Mass spectra were extracted from raw files and analyzed using MaxQuant version They were searched against the Uniprot Mouse Proteome database (downloaded August, 2013, approx. 43539 entries) along with the MaxQuant contaminants database assuming the digestion enzyme trypsin. The mass tolerances for parent ions were 20 ppm for the first search and 4.5 ppm for the second search. All fragment mass tolerances were 20 ppm. The iodoacetamide derivative of cysteine was specified as a fixed modification. Oxidation of methionine, acetylation of the n-terminus and phosphorylation of serine, threonine and tyrosine were specified as variable modifications.

Criteria for Protein Identification

False discovery rates were calculated by searching a reversed database and were set to 0.01 for peptide-spectra matches and 0.05 for protein identification. Proteins that contained similar peptides and could not be differentiated based on MS/MS analysis alone were grouped to satisfy the principles of parsimony.

Protein quantification

An individual slice-by-slice quantification where each slice was submitted as its own experiment and so each protein was quantified up to 30 times per lane. Further analysis to discover the suitability of these proteomic techniques to detect changes in the mobility of proteins in the gel were reported elsewhere as a proteomic technique paper with no biological analysis (Carruthers et al. 2015).
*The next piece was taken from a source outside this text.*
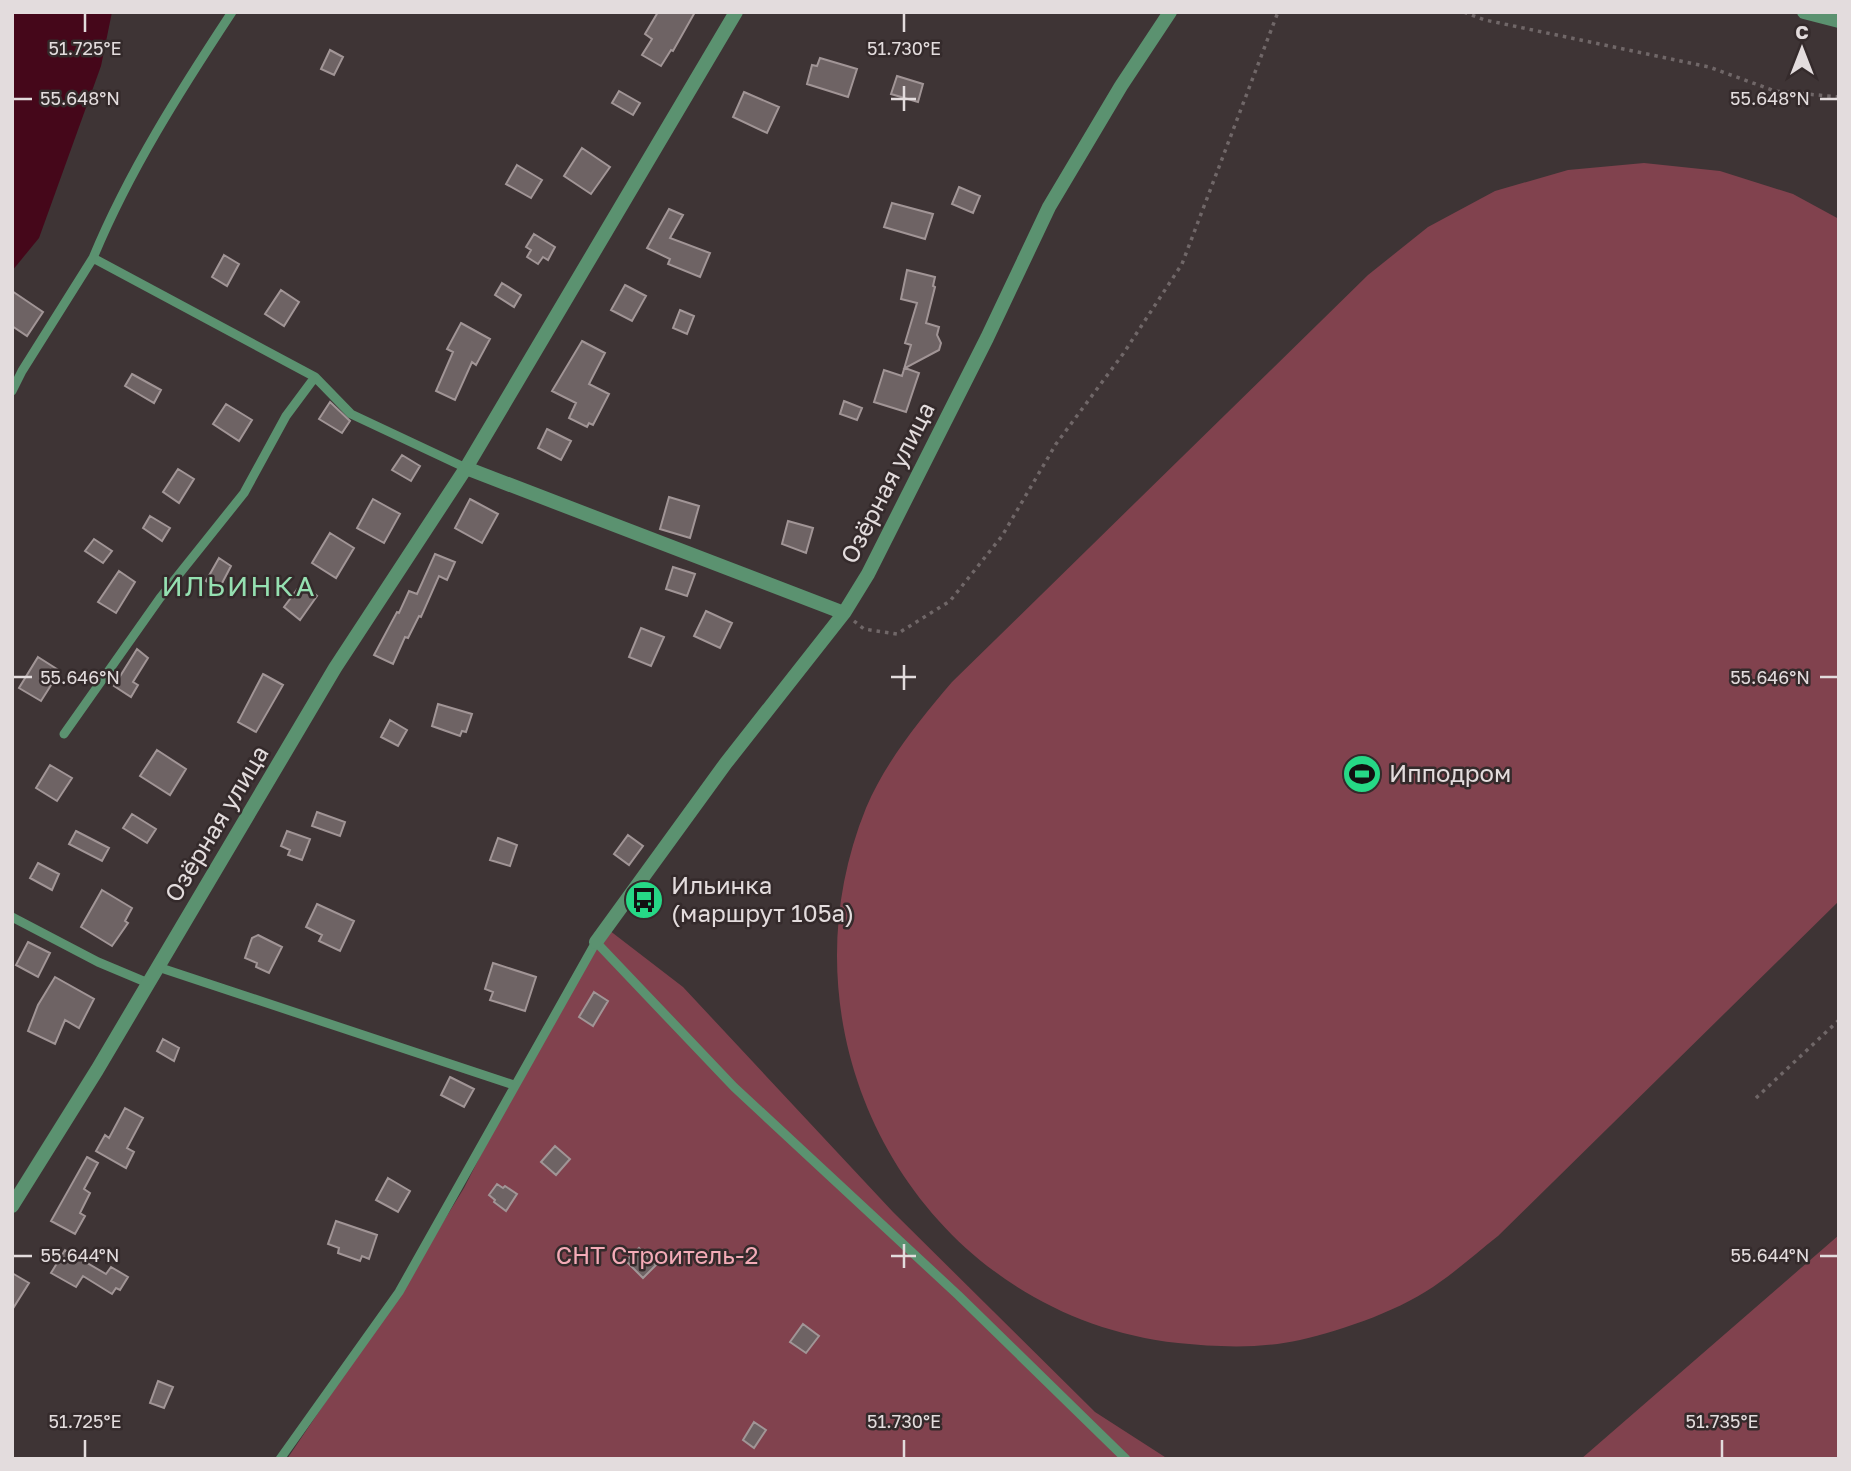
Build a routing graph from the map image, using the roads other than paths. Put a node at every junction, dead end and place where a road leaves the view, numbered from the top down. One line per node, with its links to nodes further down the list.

Bioinformatic Data Analysis

Analysis of significant differences between wild type and low abundant smn mouse ESC were performed using three different “Big data” analytic tools. David analysis is probably the most used tool, used primarily to assess biological themes in gene array data sets (Huang et al. 2009). However, we and others reason such a tool can also be applied to proteomic data (Li et al. 2012). Such theme-enrichment analysis relies on the current assembled knowledge that indicates an association of a given gene or protein with a specific theme. The analysis then asks whether the members associated with a given theme are over-represented, or enriched, in the list of genes or proteins that have satisfied the criteria applied to determine a significant difference in the experiment performed. The second tool is Ingenuity Pathway Analysis (IPA). Similarly to the David analysis, the IPA requires a list that has satisfied the criteria applied to determine a significant difference in the experiment performed. However, the IPA then uses information concerning the causal relationships reported in the literature to further inform the likely biological significance of a coordinated change in expression/abundance of a set of targets (Krämer et al. 2014; Pan et al., 2015). Lastly, the data were analyzed using Gene Set Enrichment Analysis (GSEA). It is easy imagine that a given experiment might yield thousands of targets, or perhaps, risibly few, making the interpretation of the results of the DAVID and IPA analytical methods problematic, or the criteria applied to achieve a usable list of significant targets at best arbitrary. Unlike the previous two methods, GSEA makes use of all of the valid data measured during the experiment. The targets are ranked by their difference in expression/abundance level by the experimental manipulation. How near the top of the ranked list the members appear then indicates the strength of correlation with the biological theme (Subramanian et al. 2014).

Results and Discussion

Of the 7,050 proteins identified in the experiment, 5,738 were quantified on all three lanes, 769 on only two lanes, and 491 were quantified on only one lane. It is worth stating that the quantification of a protein on only one lane does not diminish the accuracy of the measurement of the abundance of that protein. However, it does limit its usefulness for interpreting a biological experiment across a sample of three independent experiments as here performed. Using a cut off of p<0.05, of the 5,738 quantified on all three lanes, 1,485 proteins had a significant different abundance between wild type and ESCs with low smn. At a False Discovery Rate of 15%, 841 proteins are significant. These were used in the first two Bioinformatic Data Analysis programs, DAVID and IPA (supp. table 1).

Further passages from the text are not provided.